While we were assured for months that it was oven-ready, the UK-EU trade deal was finally agreed on Christmas eve. But unfortunately for the UK's financial services sector, the new trade deal doesn't offer anything especially nourishing or tasteful. While the deal that has been agreed facilitates EU-UK trade in goods with zero tariffs and zero quotas, the deal does not make any provision for services, and in particular the trading of financial services.
As a consequence, UK-based financial services firms have now lost access to the EU – a market valued at approximately €33.2 billion. Critically, UK-based firms have lost the so-called passporting rights which allowed them to freely trade across the bloc. The only hope for such firms of returning to a pre-Brexit level of access to the EU will be if EU the grants regulatory equivalence (or some alternative) to the UK's financial services sector.
In anticipation of the worst effects of Brexit, many UK financial services firms made applications for authorisation to the Central Bank of Ireland. As a result, December was a particularly busy time for decision committees within the Central Bank. Other financial services centres such as Frankfurt, Paris and Amsterdam also benefitted from job creation opportunities that came about as a result of UK firms seeking to migrate at least part of their operations.
Naturally, the UK will want to restore a strong level of EU access for its financial services sector. Both sides will now begin in earnest to reach agreement around the mechanics of regulatory equivalence or some alternative, and have set March 2021 as a deadline by which they hope to conclude a memorandum of understanding. But even in circumstances where agreement is reached, regulatory equivalence will not necessarily endure. The fact that equivalence can be withdrawn at one month's notice means that equivalence can evaporate very quickly. Concerned by this, and driven by a desire to secure a more sustainable and stable approach, the UK will be seeking to persuade the EU to grant access to the financial services sector on the basis of outcomes-based rules rather than on more traditional equivalence of rules basis.

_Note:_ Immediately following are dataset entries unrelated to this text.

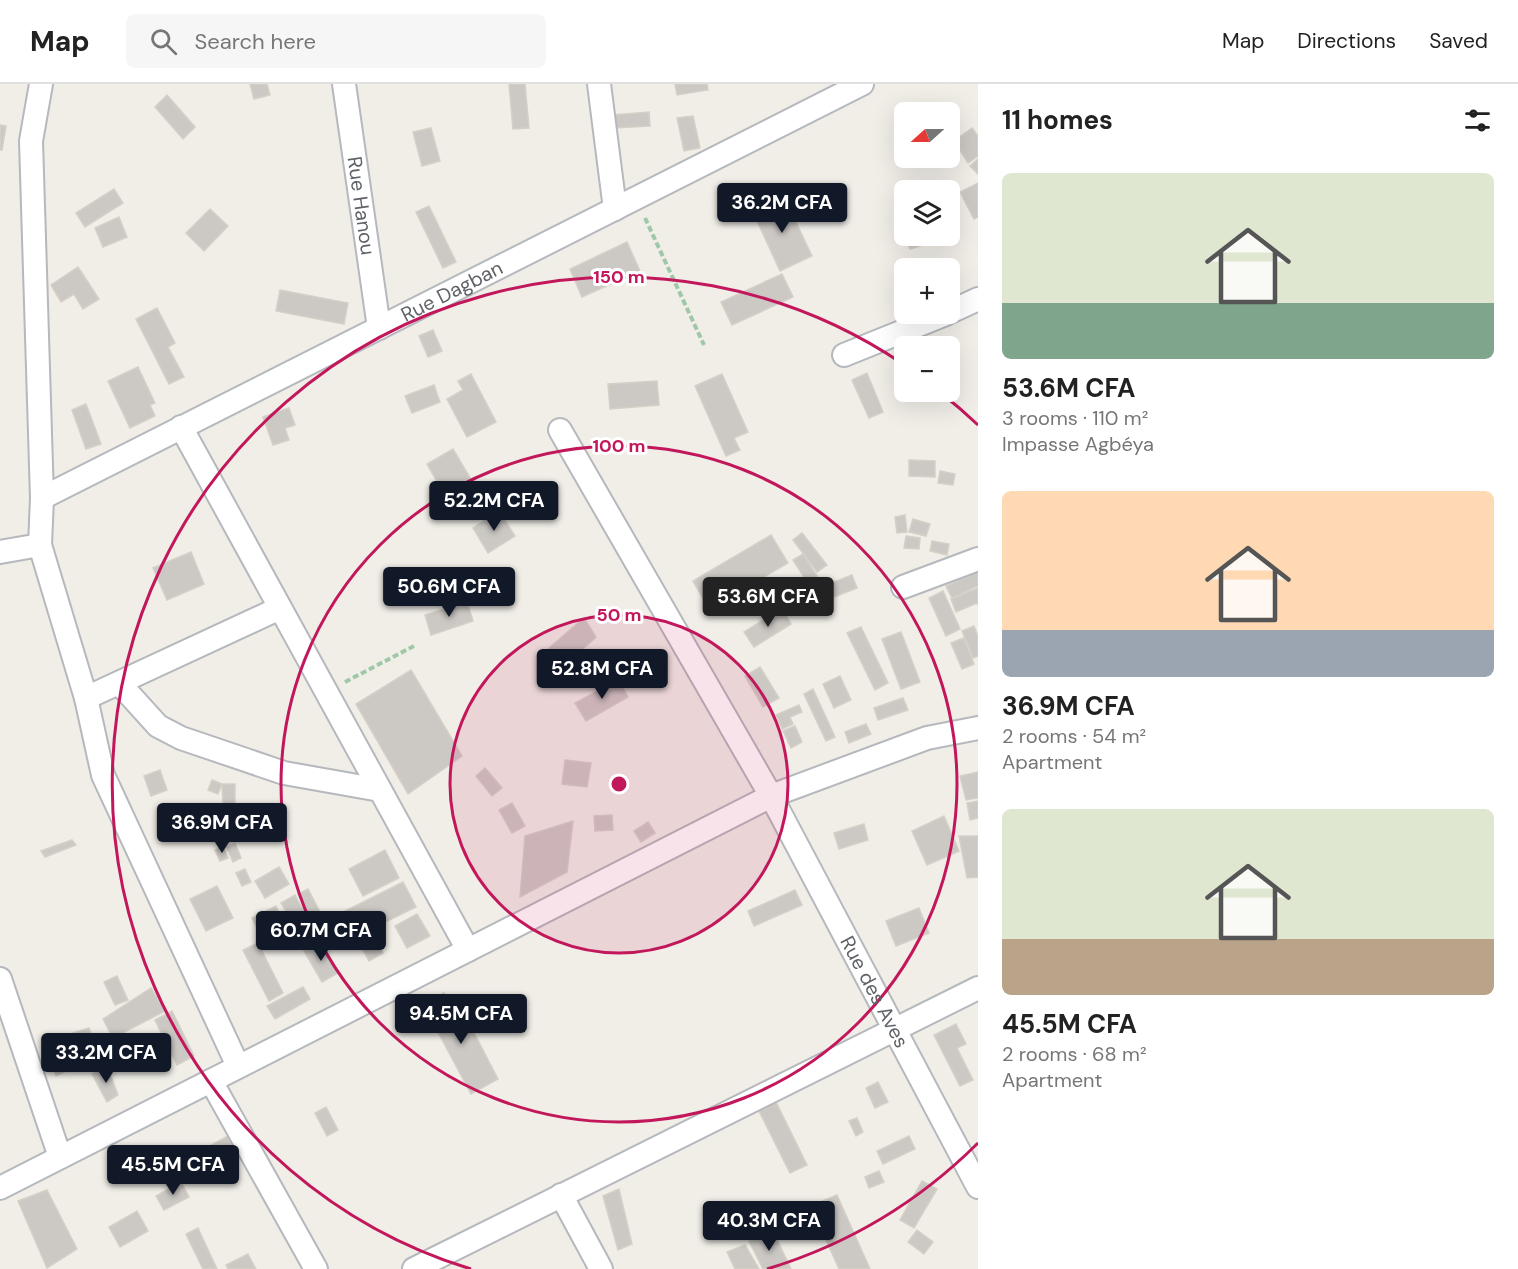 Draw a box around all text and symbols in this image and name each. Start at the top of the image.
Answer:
search box [126,14,546,68]
text: Map [30,23,90,60]
icon: search [147,25,180,58]
text: Search here [195,27,316,56]
text: Map [1222,27,1264,55]
text: Directions [1297,27,1396,55]
text: Saved [1429,27,1488,55]
north arrow [894,102,960,168]
map controls [894,102,960,402]
text: 11 homes [1002,103,1113,137]
icon: filters [1461,104,1494,137]
street label: Rue Hanou [342,155,381,257]
button: layers [894,180,960,246]
pin: 36.2M CFA [713,183,851,234]
text: 36.2M CFA [731,189,833,215]
icon: home [1194,212,1302,320]
street label: Rue Dagban [396,255,507,328]
button: + [894,258,960,324]
text: 150 m [593,265,645,289]
button: − [894,336,960,402]
text: 53.6M CFA [1002,371,1135,405]
text: 3 rooms · 110 m² [1002,405,1148,431]
text: Impasse Agbéya [1002,431,1154,457]
text: 100 m [592,434,646,458]
pin: 52.2M CFA [425,481,563,532]
text: 52.2M CFA [443,487,545,513]
icon: home [1194,530,1302,638]
pin: 50.6M CFA [380,567,518,618]
text: 50.6M CFA [397,573,501,599]
pin: 53.6M CFA [699,577,837,628]
text: 53.6M CFA [717,583,819,609]
text: 50 m [596,603,642,627]
pin: 52.8M CFA [533,649,671,700]
text: 52.8M CFA [551,655,653,681]
text: 36.9M CFA [1002,689,1135,723]
text: 2 rooms · 54 m² [1002,723,1146,749]
text: Apartment [1002,749,1102,775]
centre of rings [609,774,629,794]
pin: 36.9M CFA [153,803,291,854]
text: 36.9M CFA [171,809,273,835]
icon: home [1194,848,1302,956]
pin: 60.7M CFA [252,911,390,962]
text: 60.7M CFA [270,917,372,943]
street label: Rue des Aves [834,931,915,1052]
pin: 94.5M CFA [392,994,530,1045]
text: 94.5M CFA [409,1000,513,1026]
text: 45.5M CFA [1002,1007,1137,1041]
pin: 33.2M CFA [37,1033,175,1084]
text: 33.2M CFA [55,1039,157,1065]
text: 2 rooms · 68 m² [1002,1041,1147,1067]
text: Apartment [1002,1067,1102,1093]
pin: 45.5M CFA [104,1145,242,1196]
text: 45.5M CFA [121,1151,225,1177]
pin: 40.3M CFA [700,1201,838,1252]
text: 40.3M CFA [717,1207,821,1233]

In addition to being an important part of the UK economy (exports in 2019 of £79 billion and employing over 1m people), the financial services sector in the UK has also been an important player in the growth and development of the financial services sector in Ireland. It is in Ireland's interest that the City of London and the wider financial services sector in the UK can continue to thrive. But that's not necessarily an objective that will be shared by the EU negotiators. The newly appointed EU Commissioner with responsibility for Financial Services – Mairead McGuinness – is on record as stating that the EU must not allow itself to be “captured by a system that we don't regulate” and that the EU must not allow itself to be controlled by it.
While the Central Bank of Ireland has for many many months been applying pressure on firms in Ireland to make preparations for Brexit, it has recently issued a statement urging financial services firms in Ireland that use services of UK-based service providers to contact those UK firms so as to confirm whether they have obtained all necessary authorisations to allow them to continue to provide services to Irish customers following Brexit.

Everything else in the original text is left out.